Nazi symbols risk prison under proposed federal law

Attorney-General Mark Dreyfus was already reviewing Australia's privacy laws. Photo: AAP

Attorney-General Mark Dreyfus was already reviewing Australia's privacy laws. Photo: AAP Photo: AAP

A proposal to ban Nazi symbols from public display has been introduced to federal parliament by the attorney-general.

If passed, Australia’s criminal code will be amended to prohibit hate symbols and could see people who display Nazi insignia facing up to a year in prison.

Selling Nazi memorabilia will also be made an offence and banned in retail and online stores.

However, the Nazi salute will not be banned because it falls under the jurisdiction of states and territories.

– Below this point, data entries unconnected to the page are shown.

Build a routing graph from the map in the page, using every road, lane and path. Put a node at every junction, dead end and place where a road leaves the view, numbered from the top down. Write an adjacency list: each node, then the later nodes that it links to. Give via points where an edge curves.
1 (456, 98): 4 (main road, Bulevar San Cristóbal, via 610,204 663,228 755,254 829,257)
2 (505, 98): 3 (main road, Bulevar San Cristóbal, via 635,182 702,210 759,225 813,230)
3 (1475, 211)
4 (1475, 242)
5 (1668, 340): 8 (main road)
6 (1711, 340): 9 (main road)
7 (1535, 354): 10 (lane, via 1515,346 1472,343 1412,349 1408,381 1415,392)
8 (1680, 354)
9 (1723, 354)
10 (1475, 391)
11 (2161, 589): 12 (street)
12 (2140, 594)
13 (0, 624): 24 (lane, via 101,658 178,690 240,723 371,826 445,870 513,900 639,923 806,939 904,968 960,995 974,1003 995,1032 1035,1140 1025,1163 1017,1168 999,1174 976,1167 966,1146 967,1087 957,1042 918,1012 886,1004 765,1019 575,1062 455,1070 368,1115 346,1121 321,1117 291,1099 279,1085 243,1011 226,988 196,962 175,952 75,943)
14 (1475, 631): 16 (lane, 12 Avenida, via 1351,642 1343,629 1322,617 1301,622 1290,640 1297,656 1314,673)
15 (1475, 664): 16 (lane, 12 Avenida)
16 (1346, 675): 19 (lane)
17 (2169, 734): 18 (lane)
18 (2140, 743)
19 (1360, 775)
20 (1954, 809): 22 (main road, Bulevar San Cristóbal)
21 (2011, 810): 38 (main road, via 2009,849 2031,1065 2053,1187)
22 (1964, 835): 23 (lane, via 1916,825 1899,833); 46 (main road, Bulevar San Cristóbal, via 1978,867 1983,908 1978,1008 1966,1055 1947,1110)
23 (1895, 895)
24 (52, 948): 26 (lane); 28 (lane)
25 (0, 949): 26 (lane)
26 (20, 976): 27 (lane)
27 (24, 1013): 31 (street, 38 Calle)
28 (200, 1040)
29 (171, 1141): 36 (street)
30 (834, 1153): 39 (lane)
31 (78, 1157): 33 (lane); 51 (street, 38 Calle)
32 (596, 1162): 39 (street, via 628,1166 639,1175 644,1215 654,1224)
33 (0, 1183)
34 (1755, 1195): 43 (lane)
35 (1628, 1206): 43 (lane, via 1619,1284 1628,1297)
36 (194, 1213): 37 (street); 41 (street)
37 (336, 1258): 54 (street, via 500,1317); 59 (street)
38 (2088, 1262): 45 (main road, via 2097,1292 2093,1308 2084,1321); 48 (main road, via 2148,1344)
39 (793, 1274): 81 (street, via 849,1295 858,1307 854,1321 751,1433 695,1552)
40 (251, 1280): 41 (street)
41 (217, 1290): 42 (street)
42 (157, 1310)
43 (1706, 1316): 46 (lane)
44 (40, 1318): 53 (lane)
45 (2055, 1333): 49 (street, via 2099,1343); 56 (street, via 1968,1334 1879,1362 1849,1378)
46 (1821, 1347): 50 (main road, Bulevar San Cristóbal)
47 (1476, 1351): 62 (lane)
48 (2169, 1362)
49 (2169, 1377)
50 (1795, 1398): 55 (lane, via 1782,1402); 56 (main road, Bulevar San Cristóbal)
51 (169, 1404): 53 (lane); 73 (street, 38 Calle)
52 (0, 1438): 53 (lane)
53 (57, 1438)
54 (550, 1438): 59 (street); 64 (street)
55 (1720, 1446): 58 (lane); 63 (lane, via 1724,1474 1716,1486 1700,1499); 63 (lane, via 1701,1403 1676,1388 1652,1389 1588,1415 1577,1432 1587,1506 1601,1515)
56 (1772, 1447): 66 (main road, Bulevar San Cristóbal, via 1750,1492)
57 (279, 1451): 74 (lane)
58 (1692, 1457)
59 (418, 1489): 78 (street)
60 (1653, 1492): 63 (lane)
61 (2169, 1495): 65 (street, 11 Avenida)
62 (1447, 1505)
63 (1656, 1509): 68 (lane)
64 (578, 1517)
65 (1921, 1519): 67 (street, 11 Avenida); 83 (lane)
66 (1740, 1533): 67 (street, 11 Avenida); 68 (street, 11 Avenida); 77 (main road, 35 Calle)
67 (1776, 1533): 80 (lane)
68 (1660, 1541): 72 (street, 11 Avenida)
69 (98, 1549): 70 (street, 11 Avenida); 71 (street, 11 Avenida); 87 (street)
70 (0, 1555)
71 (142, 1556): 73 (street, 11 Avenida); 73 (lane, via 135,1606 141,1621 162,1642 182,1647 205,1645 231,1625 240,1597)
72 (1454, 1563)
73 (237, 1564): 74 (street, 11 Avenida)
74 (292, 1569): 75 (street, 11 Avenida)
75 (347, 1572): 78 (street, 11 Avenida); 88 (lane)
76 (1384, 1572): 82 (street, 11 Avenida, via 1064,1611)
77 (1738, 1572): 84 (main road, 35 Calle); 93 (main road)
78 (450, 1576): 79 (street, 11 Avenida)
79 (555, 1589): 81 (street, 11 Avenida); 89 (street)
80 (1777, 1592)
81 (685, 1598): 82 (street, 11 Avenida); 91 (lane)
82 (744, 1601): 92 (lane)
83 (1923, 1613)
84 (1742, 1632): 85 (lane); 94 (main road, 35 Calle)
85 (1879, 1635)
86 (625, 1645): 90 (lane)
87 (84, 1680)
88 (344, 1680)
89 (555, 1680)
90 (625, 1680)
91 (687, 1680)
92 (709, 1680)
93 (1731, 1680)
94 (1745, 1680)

The move followed violent clashes between neo-Nazi demonstrators, counter-protesters and police at anti-immigration and anti-trans protests in Melbourne, as well as security agency warnings about extremism.

Attorney-General Mark Dreyfus on Wednesday introduced the proposal to outlaw the two Nazi symbols Hakenkreuz and Schutzstaffel.

“The Albanese government is taking a significant step toward sending a message that Australia is united against displays of hate,” he told parliament.

He said extremist insignia were an effective propaganda tool “because they are easy to remember and understand” and transcended language and cultural divides.

The legislation would not affect the use of the swastika for people observing Hinduism, Buddhism and Jainism.

Displaying the symbols for journalistic, educational or artistic purposes is also exempt from the ban.

The proposal has been welcomed by Jewish organisations and the national spy agency which believed outlawing Nazi symbols could help stop extremist radicalisation and recruitment.